Top of Supplied records

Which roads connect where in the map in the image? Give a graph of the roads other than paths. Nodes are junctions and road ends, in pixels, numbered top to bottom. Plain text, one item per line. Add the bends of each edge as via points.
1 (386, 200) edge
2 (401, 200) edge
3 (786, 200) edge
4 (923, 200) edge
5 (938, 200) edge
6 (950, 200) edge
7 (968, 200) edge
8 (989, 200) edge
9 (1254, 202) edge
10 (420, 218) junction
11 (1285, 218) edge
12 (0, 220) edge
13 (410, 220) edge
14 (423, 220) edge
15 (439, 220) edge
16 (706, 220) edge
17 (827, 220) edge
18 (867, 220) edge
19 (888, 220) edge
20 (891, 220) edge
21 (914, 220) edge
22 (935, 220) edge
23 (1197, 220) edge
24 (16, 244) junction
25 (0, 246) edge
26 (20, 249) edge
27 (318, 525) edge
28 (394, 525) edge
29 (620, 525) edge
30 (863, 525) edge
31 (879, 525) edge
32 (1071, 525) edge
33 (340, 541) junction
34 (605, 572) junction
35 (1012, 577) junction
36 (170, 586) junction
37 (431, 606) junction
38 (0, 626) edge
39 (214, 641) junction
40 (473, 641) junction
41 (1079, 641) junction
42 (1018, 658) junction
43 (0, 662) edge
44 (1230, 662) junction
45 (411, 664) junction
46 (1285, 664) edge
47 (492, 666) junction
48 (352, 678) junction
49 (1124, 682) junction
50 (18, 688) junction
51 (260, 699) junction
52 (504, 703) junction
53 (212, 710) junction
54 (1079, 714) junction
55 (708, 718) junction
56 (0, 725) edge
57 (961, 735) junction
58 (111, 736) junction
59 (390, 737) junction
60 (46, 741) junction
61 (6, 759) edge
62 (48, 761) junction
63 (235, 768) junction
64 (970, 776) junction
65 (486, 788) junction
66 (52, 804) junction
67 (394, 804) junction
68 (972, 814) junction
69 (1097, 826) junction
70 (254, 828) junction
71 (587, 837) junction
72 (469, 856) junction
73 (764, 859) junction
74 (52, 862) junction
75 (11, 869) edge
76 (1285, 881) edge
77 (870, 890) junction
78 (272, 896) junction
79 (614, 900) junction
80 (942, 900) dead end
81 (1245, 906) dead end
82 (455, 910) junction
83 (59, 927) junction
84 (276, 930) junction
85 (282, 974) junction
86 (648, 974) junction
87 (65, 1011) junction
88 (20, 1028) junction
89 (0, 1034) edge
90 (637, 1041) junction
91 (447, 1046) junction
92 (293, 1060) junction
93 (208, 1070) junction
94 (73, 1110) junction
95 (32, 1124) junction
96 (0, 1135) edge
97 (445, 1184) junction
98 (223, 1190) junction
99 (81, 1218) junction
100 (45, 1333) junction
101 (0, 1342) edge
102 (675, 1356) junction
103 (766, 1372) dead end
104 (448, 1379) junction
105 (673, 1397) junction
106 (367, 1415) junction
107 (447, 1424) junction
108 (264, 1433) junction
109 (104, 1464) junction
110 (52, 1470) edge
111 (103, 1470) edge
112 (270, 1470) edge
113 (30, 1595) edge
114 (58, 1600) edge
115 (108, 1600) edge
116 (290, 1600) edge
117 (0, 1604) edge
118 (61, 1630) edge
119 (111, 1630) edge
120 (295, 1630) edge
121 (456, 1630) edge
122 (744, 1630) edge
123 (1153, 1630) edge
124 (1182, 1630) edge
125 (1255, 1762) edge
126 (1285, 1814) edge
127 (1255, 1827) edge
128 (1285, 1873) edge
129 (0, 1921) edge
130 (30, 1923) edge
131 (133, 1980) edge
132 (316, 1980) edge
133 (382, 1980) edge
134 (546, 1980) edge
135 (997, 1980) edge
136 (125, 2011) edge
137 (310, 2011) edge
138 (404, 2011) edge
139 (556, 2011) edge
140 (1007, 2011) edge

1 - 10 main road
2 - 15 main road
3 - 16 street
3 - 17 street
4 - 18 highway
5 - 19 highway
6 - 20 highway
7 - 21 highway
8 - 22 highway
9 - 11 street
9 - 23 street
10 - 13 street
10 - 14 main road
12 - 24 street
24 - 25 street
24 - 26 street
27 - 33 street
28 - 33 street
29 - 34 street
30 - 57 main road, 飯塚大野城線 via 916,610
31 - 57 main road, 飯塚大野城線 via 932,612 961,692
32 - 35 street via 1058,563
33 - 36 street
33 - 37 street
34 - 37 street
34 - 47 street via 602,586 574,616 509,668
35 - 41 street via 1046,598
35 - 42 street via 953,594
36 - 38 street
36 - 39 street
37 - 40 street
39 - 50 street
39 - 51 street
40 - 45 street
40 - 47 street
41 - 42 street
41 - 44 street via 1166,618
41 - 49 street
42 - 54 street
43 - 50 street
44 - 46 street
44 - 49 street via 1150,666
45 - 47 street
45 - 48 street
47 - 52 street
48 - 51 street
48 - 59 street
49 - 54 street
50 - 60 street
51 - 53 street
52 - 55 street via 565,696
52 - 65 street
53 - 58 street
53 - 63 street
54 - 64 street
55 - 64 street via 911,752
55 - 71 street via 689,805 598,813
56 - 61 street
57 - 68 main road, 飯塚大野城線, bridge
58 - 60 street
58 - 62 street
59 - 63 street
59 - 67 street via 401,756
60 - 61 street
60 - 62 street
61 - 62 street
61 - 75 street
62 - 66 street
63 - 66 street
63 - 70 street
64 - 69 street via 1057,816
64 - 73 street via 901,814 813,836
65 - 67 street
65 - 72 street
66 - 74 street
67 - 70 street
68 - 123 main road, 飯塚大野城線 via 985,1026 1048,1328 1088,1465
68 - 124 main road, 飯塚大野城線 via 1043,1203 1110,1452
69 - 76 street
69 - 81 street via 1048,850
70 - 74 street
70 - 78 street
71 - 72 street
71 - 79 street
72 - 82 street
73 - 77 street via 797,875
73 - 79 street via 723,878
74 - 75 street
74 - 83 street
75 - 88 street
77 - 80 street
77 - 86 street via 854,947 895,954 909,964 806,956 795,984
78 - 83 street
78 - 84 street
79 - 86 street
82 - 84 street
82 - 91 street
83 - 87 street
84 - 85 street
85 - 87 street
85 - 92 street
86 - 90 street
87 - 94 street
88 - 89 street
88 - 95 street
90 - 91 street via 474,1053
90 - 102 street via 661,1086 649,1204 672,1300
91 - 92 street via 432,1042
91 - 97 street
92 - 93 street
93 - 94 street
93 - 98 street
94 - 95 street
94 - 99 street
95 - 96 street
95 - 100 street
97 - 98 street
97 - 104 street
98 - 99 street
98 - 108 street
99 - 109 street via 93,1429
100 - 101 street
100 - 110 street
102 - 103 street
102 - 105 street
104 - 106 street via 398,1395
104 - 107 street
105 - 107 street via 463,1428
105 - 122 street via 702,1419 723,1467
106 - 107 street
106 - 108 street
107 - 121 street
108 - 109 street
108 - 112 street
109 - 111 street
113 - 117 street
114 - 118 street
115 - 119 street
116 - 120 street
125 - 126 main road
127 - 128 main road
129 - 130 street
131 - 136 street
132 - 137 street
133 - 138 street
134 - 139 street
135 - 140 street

Bottom of Supplied records

• Activity: Provide only the count of lines in the material above that hold the word "飯塚大野城線".

• Completed task: 5